■ **Problem statement**:
Please retype the data below exactly, stopping after the line with "font-size:13px; font-weight:400; color:var(--muted)" and skipping every picture.

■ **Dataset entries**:
>>>

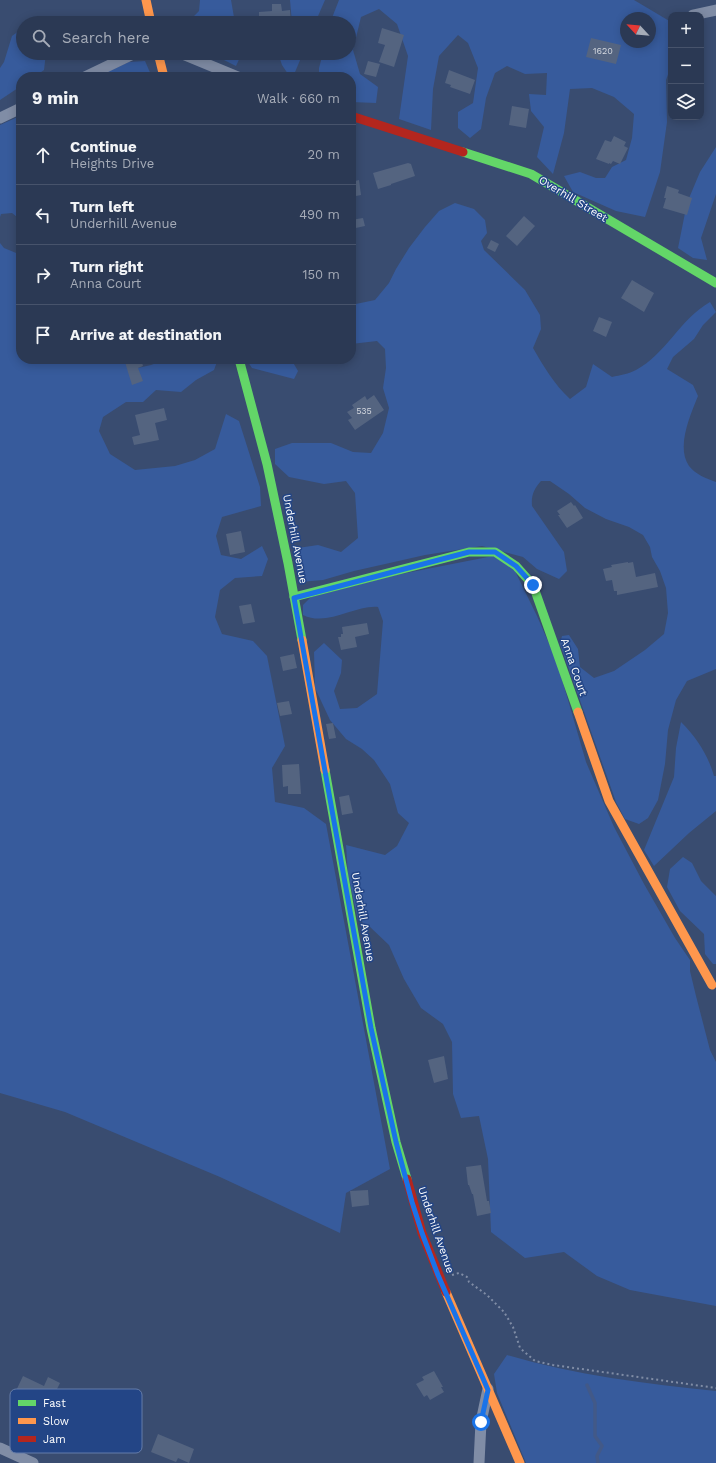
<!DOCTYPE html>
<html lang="en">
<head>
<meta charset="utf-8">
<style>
	:root { --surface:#2b3954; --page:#37445e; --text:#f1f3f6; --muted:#a6acb8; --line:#47536b }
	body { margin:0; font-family:"Work Sans",sans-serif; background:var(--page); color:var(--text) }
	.controls { position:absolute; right:12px; top:12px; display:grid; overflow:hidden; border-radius:8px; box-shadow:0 2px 10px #0003 }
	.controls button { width:36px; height:36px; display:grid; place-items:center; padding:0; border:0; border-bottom:1px solid var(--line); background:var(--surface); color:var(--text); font:20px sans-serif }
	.compass { position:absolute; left:620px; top:12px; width:36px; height:36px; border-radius:50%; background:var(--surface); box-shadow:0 2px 10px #0003; rotate:296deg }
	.stop { position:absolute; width:12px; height:12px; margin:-9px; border:3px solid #1a73e8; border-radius:50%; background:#fff }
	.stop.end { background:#1a73e8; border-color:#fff; box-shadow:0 1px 4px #0008 }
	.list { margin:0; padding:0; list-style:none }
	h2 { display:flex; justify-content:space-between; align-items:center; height:52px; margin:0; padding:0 16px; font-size:17px }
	h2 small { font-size:13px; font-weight:400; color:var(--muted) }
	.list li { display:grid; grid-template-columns:26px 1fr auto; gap:12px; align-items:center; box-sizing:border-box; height:60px; padding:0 16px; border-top:1px solid var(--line) }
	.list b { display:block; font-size:15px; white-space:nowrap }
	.list p { margin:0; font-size:13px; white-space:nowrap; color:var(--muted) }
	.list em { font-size:13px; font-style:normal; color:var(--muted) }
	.icon { flex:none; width:22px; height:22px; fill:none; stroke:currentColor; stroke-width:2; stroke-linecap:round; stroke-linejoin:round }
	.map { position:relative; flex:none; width:716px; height:1463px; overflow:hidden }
	.search { position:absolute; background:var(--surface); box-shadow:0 2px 10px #0003; left:16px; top:16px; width:340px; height:44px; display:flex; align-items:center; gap:10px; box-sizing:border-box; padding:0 14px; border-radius:22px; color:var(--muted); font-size:15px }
	.panel { position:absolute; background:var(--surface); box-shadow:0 2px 10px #0003; left:16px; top:72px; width:340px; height:292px; border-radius:16px }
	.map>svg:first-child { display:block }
	.green { fill:#375b9c; fill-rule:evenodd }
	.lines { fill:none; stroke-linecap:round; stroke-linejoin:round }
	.stream { stroke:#425988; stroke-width:3.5 }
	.building { fill:#546480 }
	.path { stroke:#808da6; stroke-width:2; stroke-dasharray:2 3; stroke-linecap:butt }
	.street { stroke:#808da6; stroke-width:11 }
	.fast { stroke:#63d668; stroke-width:9 }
	.slow { stroke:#ff974d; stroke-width:9 }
	.jam { stroke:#b3261e; stroke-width:9 }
	.route { stroke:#1a73e8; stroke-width:5 }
	.labels { text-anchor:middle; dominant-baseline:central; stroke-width:3; stroke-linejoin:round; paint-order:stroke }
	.number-label { font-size:9px; fill:#d4d8df }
	.street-label { font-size:11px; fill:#fff; stroke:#234586 }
	.key { fill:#234586; stroke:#657daa; stroke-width:1 }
	.key-label { font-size:11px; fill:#fff }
</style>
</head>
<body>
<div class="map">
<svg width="716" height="1463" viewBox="0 0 716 1463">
	<rect width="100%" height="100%" fill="#394c70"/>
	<!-- green -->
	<g class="green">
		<path d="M200,0H231L235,23H196L193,17L199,11Z"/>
		<path d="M290,0H325L315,23H292Z"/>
		<path d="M339,0H634L671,22V66L666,80L667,122L660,172L645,217L616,211L573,192L564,176L580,172L596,178H605L612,167L626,160L632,138L634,114L614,97L592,88L570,89L564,133L553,174L537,157L544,127L531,111L529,94L546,95L547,73L525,74L507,66L495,73L486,98L481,129L470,138L458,128V112L473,103L478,68L468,43L458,35L439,56L433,89L431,130L399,119L408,56L397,24L379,9L361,17L353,50L360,74L378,87L376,103L351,102V77H319V68L323,53H349V23H330ZM626,18H650V42H626Z"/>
		<path d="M23,28V53H46L44,70L34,77H21V86L0,100V68L4,62L12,36Z"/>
		<path d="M210,53H242L236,66Z"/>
		<path d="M278,53H303L293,77H290L282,65Z"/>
		<path d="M145,61L152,77H96L129,62Z"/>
		<path d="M20,116L21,117V220L12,213L1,214L0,217V125Z"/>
		<path d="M716,147V194L701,238L707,260L693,258L678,248L687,203L700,172Z"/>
		<path d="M455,203L474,209L485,220L487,233L481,241L484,250L525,290L540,315L541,329L533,348C544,367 554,384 570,399L586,387L593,364L612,377C620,375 629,374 636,370C666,354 680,319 710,302L716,312L703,325L694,339L673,357L667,369L693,385L698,396C690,416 676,447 689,466C695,474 707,479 716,482V669L687,681L676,700L668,730L665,764L658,800L648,818L639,824L625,819L616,802L560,644L562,636L569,635L578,649L580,667L594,678L614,671L645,650L664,634L668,613L666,588L660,571L652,557L650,547L643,535L629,527L606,519L585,508L569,494L550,481H541C534,489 531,495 532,506L564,552L567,571L559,579L537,569L523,557L482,546L425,555L354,571L323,580L300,582L295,565L298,548L318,545L341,552L358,538L355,493L346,481L324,484L289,477L275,464V449L292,443H331L353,452L371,453L383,433L389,408L383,388L386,368L385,349L377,341L351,344V305L375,300L389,283L396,269L409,248L425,227L439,211Z"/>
		<path d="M0,243L4,248L21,255V359H123L129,370L151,365L167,359H218L214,370L196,380L181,392L156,390L143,402H126L103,417L99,431L110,454L135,470L175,466L195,460L215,449L226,414L239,421L260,487L261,506L222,517L216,536L221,555L241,559L262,546L268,559L262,576L235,578L220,590L215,617L222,634L253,641L267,656L285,746L272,768L275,802L304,808L326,824L390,1169L346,1193L340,1233L220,1177L65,1112L0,1093Z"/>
		<path d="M246,359H291L298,371L294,379L252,368Z"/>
		<path d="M493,556L513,567L537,616L557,662L586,762L614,827L644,884L675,938L690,960V971L696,996L710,1050L716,1062V1306L630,1290L597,1276L564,1252L525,1258L491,1232L488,1159L479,1116L461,1118L453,1094L452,1042L443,1024L421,1008L404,979L389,945L369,926L358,920L348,875L346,845L385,855L397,846L409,823L398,813L390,784L374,760L362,749L346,739L330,720L315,688L314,652L324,643L342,660L341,673L334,691L340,709L357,708L377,694L383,621L378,607C355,605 327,627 303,615V605L311,597L391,576Z"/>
		<path d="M681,722C697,738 708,755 714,776H716V811L689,833L654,866L644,850L674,777L676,748Z"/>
		<path d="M683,857L692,863L701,881L716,896V964H713L705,954L704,934L680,911L667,887L670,869Z"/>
		<path d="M507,1355C575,1375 646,1384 716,1391V1463H526L497,1393L494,1374Z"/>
	</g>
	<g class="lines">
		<!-- stream -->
		<path class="stream" d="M587,1385L595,1403V1436L602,1446L597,1456L598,1463"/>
	</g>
	<!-- building -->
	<g class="building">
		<path d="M272,4H281L282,11L290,10L291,23H259V12L272,11Z"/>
		<path d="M382,28L404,35L394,67L379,62L385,45L378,43Z"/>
		<path d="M591,38L621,45L616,64L586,57Z"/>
		<path d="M368,61L380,64L376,77L364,74Z"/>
		<path d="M449,70L475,80L470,94L450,87L451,85L445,83Z"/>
		<path d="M512,106L529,109L526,128L509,125Z"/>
		<path d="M614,136L626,142L624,146L628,148L620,164L613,161L611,164L609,163V164L596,159L605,140L611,142Z"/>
		<path d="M408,163L411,164L415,176L391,184V185L378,189L373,173Z"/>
		<path d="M359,180L361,195L351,197V182Z"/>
		<path d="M667,186L679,190L678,193L692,198L687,215L663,208L666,198H664Z"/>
		<path d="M524,216L535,226L517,246L506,236Z"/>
		<path d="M363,218L365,226L351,229V220Z"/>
		<path d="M491,240L499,244L495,252L487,248Z"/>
		<path d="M632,280L654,293L644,312L621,298Z"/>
		<path d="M599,317L612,322L606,337L593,331Z"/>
		<path d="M124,359H141L143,366L138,368L143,381L132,385Z"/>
		<path d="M374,395L384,410L355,430L348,420L352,418L347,412L354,408L352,405L365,396L367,400Z"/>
		<path d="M164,408L167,420L155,423L159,440L134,445L132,437L140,435L135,415Z"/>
		<path d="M571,502L574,506L575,505L583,518L567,528L558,515H560L557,511Z"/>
		<path d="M241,531L245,552L230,555L226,534Z"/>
		<path d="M628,562V563L633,562L636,577L655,573L658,587L617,595V591H614L612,580L606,581L603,569L612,567L611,565Z"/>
		<path d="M251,604L255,622L243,624L239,606Z"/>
		<path d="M367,623L369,634L355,637L357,647L341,650L338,637H341V634H343L342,627Z"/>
		<path d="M294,654L297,668L283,671L280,657Z"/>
		<path d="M289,701L292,714L280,716L277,703Z"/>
		<path d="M333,723L336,738L329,739L326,724Z"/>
		<path d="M299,764L301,794H288V786L283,787L282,765Z"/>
		<path d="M349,795L353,813L342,815L339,797Z"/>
		<path d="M444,1056L448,1079L434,1083L428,1060Z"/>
		<path d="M481,1165L487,1201H489L491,1213L477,1216L473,1194H472L469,1185H468L466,1167Z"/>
		<path d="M368,1190L369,1205L352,1207L350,1191Z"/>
		<path d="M434,1371L443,1387H441L444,1392L430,1400L427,1395L424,1397L416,1384L424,1380L422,1377Z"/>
		<path d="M23,1376L44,1386L48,1377L60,1383L56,1391L68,1397L62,1411L52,1406L50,1411L14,1395Z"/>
		<path d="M158,1434L194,1449L189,1463L178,1458L176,1462L151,1452Z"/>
	</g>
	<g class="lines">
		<!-- path -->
		<path class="path" d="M452,1275L459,1273L467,1277L469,1282L487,1295L504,1312L513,1327L520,1348L535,1361L553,1365L716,1388"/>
		<!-- street -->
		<g class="street">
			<path d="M693,15L716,10"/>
			<path d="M180,53L238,77"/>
			<path d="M85,77L135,53"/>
			<path d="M0,118L21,108"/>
			<path d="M0,1448L33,1463"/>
			<path d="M479,1463L481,1422L488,1389"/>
		</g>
		<!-- fast -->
		<g class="fast">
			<path d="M463,152L531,174L716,283"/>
			<path d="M239,359L267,464L288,563L302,640"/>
			<path d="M294,597L469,552H495L516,566L533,585L578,712"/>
			<path d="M325,770L371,1028L396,1142L407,1179"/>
		</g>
		<!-- slow -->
		<g class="slow">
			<path d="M146,0L151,23"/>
			<path d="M158,53L164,77"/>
			<path d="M302,640L325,770"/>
			<path d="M578,712L609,801L712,985"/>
			<path d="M446,1292L520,1463"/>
		</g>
		<!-- jam -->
		<g class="jam">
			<path d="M351,116L463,152"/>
			<path d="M407,1179L422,1233L446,1292"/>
		</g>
	</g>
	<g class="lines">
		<!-- route -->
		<path class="route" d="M481,1422L488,1390L438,1275L422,1233L412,1202L396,1142L371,1028L294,598L469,552H495L516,566L533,585"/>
	</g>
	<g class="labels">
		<!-- number labels -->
		<g class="number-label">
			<text x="603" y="51">1620</text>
			<text x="364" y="411">535</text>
		</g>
		<!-- street labels -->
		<g class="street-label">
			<text transform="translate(573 199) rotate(31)">Overhill Street</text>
			<text transform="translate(295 539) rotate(79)">Underhill Avenue</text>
			<text transform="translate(574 667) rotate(71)">Anna Court</text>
			<text transform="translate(363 917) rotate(80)">Underhill Avenue</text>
			<text transform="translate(436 1230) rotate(71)">Underhill Avenue</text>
		</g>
	</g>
	<!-- legend -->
	<rect x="10" y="1389" width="132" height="64" rx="6" class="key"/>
	<rect x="18" y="1400" width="18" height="6" fill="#63d668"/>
	<rect x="18" y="1418" width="18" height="6" fill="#ff974d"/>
	<rect x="18" y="1436" width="18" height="6" fill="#b3261e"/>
	<g class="key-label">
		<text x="43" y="1407">Fast</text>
		<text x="43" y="1425">Slow</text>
		<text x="43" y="1443">Jam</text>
	</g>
</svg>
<div class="controls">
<button>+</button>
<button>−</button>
<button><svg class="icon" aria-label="layers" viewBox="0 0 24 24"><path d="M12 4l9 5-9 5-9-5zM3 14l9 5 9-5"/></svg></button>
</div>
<svg class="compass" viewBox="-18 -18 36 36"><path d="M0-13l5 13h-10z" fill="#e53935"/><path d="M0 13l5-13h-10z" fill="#a6acb8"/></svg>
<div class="stop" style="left:481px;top:1422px"></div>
<div class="stop end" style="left:533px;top:585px"></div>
<div class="search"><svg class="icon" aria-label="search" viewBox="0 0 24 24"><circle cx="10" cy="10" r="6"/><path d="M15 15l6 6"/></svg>Search here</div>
<section class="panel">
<h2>9 min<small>Walk · 660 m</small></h2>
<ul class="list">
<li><svg class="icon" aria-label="ahead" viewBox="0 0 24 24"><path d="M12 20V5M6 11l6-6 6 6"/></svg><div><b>Continue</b><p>Heights Drive</p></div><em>20 m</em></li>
<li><svg class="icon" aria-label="left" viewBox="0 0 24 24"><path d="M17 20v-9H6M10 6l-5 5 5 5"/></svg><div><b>Turn left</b><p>Underhill Avenue</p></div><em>490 m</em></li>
<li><svg class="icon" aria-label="right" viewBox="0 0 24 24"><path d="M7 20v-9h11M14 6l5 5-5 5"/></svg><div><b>Turn right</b><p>Anna Court</p></div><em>150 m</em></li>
<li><svg class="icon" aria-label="arrive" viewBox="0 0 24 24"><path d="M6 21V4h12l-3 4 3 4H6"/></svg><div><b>Arrive at destination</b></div></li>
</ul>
</section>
</div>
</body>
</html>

<<<

■ **Answer space**:
<!DOCTYPE html>
<html lang="en">
<head>
<meta charset="utf-8">
<style>
	:root { --surface:#2b3954; --page:#37445e; --text:#f1f3f6; --muted:#a6acb8; --line:#47536b }
	body { margin:0; font-family:"Work Sans",sans-serif; background:var(--page); color:var(--text) }
	.controls { position:absolute; right:12px; top:12px; display:grid; overflow:hidden; border-radius:8px; box-shadow:0 2px 10px #0003 }
	.controls button { width:36px; height:36px; display:grid; place-items:center; padding:0; border:0; border-bottom:1px solid var(--line); background:var(--surface); color:var(--text); font:20px sans-serif }
	.compass { position:absolute; left:620px; top:12px; width:36px; height:36px; border-radius:50%; background:var(--surface); box-shadow:0 2px 10px #0003; rotate:296deg }
	.stop { position:absolute; width:12px; height:12px; margin:-9px; border:3px solid #1a73e8; border-radius:50%; background:#fff }
	.stop.end { background:#1a73e8; border-color:#fff; box-shadow:0 1px 4px #0008 }
	.list { margin:0; padding:0; list-style:none }
	h2 { display:flex; justify-content:space-between; align-items:center; height:52px; margin:0; padding:0 16px; font-size:17px }
	h2 small { font-size:13px; font-weight:400; color:var(--muted) }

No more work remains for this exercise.